Customs goons would find some way of depriving you of your property.

naughtius maximus's picture

Better hope that the people in customs are honest!

TheProphet's picture

If you declare it they might attempt to make you pay taxes on it? You will have to give a value. Would a better plan be to put them in an old coin purse you brought with you from home, and if you get stopped, say you carried them with you from home?

Hypothetically, of course...

Eric The Red's picture

Getting through screening with a pocket full of gold is something I would be afraid to try.  Doesn't even matter what the regs or laws are.  I'm sure I'd end up with the strip search of a lifetime.  Woo Hoo!!!

economessed's picture

For those of you who don't have the resources or time to exploit the gold price differential, you can always explore bottle deposit arbitrage (also known as the Seinfeld Mail Truck strategy), which at $0.05 and $0.10 between state borders has a 100% return potential, and none of the 1099 tax implications.

Cheesy Bastard's picture

LOL.  The gold price differential thing could work if you could hitch a ride with the president of Tunisia...

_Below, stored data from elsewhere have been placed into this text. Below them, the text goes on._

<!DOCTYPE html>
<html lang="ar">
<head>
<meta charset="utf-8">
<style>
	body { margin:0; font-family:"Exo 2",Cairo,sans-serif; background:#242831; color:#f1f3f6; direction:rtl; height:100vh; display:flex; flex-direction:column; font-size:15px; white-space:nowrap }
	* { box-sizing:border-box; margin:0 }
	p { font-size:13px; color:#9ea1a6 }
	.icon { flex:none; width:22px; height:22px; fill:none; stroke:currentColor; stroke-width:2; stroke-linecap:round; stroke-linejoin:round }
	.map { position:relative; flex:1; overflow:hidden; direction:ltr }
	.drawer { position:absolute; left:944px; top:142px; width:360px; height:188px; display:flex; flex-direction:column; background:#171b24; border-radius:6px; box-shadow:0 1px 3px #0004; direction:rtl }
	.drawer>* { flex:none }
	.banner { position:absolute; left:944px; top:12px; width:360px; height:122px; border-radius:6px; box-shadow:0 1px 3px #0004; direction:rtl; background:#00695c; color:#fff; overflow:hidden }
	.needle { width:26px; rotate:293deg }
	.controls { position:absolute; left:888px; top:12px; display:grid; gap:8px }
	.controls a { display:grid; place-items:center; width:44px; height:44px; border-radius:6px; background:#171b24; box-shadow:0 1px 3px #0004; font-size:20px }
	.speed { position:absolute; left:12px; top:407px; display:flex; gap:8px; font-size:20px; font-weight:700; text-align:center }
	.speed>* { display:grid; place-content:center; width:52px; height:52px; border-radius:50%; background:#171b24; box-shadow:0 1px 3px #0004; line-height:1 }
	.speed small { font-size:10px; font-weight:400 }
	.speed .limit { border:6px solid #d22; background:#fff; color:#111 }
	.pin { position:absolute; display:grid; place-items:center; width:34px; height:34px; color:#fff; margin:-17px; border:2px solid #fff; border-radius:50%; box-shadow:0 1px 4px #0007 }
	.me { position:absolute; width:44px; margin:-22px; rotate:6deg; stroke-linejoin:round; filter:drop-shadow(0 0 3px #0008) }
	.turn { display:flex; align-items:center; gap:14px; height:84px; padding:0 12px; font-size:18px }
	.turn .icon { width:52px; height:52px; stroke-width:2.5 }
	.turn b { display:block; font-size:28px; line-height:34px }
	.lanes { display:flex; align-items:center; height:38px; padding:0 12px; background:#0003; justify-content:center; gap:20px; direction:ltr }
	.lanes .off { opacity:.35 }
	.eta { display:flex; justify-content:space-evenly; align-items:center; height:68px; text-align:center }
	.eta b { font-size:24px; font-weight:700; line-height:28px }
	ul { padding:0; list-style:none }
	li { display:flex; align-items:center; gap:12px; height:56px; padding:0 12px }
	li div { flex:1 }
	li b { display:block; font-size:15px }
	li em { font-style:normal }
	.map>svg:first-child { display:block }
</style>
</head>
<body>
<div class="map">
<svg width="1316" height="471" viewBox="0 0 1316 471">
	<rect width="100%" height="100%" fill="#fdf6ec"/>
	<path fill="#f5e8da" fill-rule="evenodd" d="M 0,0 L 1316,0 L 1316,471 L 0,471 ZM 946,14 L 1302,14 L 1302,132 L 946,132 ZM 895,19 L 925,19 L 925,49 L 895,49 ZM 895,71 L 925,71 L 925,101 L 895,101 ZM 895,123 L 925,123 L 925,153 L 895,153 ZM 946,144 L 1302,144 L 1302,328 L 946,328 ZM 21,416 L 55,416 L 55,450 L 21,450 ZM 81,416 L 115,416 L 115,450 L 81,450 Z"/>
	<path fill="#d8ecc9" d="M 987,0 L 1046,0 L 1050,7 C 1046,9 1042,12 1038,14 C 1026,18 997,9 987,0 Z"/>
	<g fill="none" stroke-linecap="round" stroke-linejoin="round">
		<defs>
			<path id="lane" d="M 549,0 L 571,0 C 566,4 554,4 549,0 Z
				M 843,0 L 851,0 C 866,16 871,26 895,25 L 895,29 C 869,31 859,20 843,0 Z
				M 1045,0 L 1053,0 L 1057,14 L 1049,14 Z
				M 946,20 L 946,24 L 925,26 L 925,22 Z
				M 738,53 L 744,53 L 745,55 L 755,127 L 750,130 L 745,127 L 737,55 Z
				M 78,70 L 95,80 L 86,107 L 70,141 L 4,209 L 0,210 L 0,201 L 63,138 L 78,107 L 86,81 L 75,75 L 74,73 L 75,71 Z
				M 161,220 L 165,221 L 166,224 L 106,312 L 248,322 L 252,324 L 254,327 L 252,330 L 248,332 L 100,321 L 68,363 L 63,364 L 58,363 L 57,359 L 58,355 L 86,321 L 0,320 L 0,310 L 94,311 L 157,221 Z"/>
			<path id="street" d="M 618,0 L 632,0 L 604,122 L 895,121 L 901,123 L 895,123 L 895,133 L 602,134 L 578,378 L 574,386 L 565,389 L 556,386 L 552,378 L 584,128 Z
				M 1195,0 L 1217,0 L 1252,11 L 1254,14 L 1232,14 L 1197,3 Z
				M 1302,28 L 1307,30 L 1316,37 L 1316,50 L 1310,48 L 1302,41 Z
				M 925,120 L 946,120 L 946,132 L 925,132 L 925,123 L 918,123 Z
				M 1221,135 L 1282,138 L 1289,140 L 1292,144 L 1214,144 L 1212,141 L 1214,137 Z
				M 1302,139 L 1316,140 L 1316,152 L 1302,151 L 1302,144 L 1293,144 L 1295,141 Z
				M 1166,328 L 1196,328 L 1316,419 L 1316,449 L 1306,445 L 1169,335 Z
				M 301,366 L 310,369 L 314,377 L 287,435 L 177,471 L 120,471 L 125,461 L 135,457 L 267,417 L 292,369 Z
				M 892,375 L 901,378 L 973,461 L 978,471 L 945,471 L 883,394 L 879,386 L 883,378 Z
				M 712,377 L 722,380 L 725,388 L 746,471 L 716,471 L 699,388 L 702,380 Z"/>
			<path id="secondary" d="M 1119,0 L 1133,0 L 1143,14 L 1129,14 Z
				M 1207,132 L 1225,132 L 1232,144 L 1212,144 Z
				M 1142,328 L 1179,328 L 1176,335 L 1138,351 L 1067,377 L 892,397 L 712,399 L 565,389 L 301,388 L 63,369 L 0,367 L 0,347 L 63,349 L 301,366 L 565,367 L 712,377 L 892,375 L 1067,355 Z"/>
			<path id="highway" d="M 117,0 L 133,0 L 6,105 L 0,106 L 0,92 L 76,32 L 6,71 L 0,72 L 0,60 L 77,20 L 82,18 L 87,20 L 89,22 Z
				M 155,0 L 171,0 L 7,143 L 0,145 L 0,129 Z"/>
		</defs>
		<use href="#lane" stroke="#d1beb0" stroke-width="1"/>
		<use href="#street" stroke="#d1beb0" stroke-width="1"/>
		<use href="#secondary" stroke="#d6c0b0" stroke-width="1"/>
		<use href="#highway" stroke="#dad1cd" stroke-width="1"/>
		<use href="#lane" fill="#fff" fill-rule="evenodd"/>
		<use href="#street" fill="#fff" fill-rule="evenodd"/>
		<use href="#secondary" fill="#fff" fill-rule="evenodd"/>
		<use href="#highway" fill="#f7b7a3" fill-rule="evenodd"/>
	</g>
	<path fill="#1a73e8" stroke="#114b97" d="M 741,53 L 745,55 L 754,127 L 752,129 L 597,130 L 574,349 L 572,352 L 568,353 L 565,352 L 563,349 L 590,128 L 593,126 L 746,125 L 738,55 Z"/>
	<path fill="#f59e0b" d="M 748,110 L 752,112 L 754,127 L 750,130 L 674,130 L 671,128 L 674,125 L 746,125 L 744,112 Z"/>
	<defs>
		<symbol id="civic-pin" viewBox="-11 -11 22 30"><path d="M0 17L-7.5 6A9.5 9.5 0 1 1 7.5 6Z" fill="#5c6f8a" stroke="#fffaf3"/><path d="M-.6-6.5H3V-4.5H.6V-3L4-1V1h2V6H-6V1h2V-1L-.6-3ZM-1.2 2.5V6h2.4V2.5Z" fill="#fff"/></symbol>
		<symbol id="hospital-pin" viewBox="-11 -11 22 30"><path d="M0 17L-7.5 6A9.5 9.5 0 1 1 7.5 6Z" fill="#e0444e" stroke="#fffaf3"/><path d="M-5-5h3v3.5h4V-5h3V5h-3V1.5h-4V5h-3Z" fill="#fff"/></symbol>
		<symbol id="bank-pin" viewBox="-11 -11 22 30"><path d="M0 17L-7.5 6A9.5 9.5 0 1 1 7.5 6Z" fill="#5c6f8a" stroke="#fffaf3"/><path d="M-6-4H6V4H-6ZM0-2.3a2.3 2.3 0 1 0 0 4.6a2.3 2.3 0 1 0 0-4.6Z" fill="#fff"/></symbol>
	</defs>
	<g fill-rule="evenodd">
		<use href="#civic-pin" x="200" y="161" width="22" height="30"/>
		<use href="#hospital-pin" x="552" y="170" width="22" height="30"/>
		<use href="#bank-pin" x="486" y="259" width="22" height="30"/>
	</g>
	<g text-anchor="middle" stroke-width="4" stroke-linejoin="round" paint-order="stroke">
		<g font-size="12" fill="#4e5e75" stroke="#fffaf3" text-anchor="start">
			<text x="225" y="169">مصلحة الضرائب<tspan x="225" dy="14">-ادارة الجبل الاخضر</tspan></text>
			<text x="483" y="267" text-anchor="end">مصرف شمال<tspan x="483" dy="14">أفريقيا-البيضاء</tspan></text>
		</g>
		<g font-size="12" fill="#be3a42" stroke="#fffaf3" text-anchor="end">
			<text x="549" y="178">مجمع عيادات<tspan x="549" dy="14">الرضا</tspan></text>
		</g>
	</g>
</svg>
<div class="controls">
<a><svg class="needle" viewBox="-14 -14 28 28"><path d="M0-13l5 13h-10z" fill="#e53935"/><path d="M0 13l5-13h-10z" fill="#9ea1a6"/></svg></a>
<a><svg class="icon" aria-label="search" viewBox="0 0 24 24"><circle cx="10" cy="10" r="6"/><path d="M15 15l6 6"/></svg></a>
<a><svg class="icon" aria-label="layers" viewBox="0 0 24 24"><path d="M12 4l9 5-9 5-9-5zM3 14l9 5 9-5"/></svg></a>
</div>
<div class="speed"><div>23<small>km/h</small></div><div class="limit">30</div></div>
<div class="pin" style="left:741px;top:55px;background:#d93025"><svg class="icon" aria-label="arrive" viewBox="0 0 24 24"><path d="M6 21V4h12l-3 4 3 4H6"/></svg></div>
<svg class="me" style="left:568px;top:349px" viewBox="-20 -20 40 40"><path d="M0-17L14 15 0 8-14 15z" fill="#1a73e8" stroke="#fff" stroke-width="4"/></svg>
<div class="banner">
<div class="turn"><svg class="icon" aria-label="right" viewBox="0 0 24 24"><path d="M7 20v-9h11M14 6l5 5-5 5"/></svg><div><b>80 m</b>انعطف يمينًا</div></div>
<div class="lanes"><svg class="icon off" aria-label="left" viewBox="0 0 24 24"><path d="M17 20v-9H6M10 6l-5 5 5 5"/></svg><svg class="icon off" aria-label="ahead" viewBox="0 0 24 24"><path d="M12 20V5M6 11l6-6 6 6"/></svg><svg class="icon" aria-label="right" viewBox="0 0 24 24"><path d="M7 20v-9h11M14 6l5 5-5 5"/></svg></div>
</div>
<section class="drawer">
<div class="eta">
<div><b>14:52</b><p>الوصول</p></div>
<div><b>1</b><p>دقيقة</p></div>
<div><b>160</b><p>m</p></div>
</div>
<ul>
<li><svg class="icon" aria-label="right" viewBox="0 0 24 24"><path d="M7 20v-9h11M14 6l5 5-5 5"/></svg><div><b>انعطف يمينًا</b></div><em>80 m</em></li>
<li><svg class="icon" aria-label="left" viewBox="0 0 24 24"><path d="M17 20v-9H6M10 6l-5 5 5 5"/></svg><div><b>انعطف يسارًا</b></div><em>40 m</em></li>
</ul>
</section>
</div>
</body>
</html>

Zeroexperience2010's picture

We had something similar in Europe: the Germans create a recycling tax for PET bottles (25 euro cents), which doesn't exist for example in France or Belgium: you could buy Vittel or Evian in France, and return the bottles in Germany: 25 cts net profit per bottle. Now they (the high tech Germans) have designed a special ink, with a very controled distribution system that is used to print a logo on the German market bottles, so that only German bottles get a 25 cts refund...

Before this, I heard rumors that some Eastern country citizens made bottles, just to recycle them in Germany (not buying water)

JW n FL's picture

no one liked the metaphor of swimming and this bullshit story? my bad, carry on!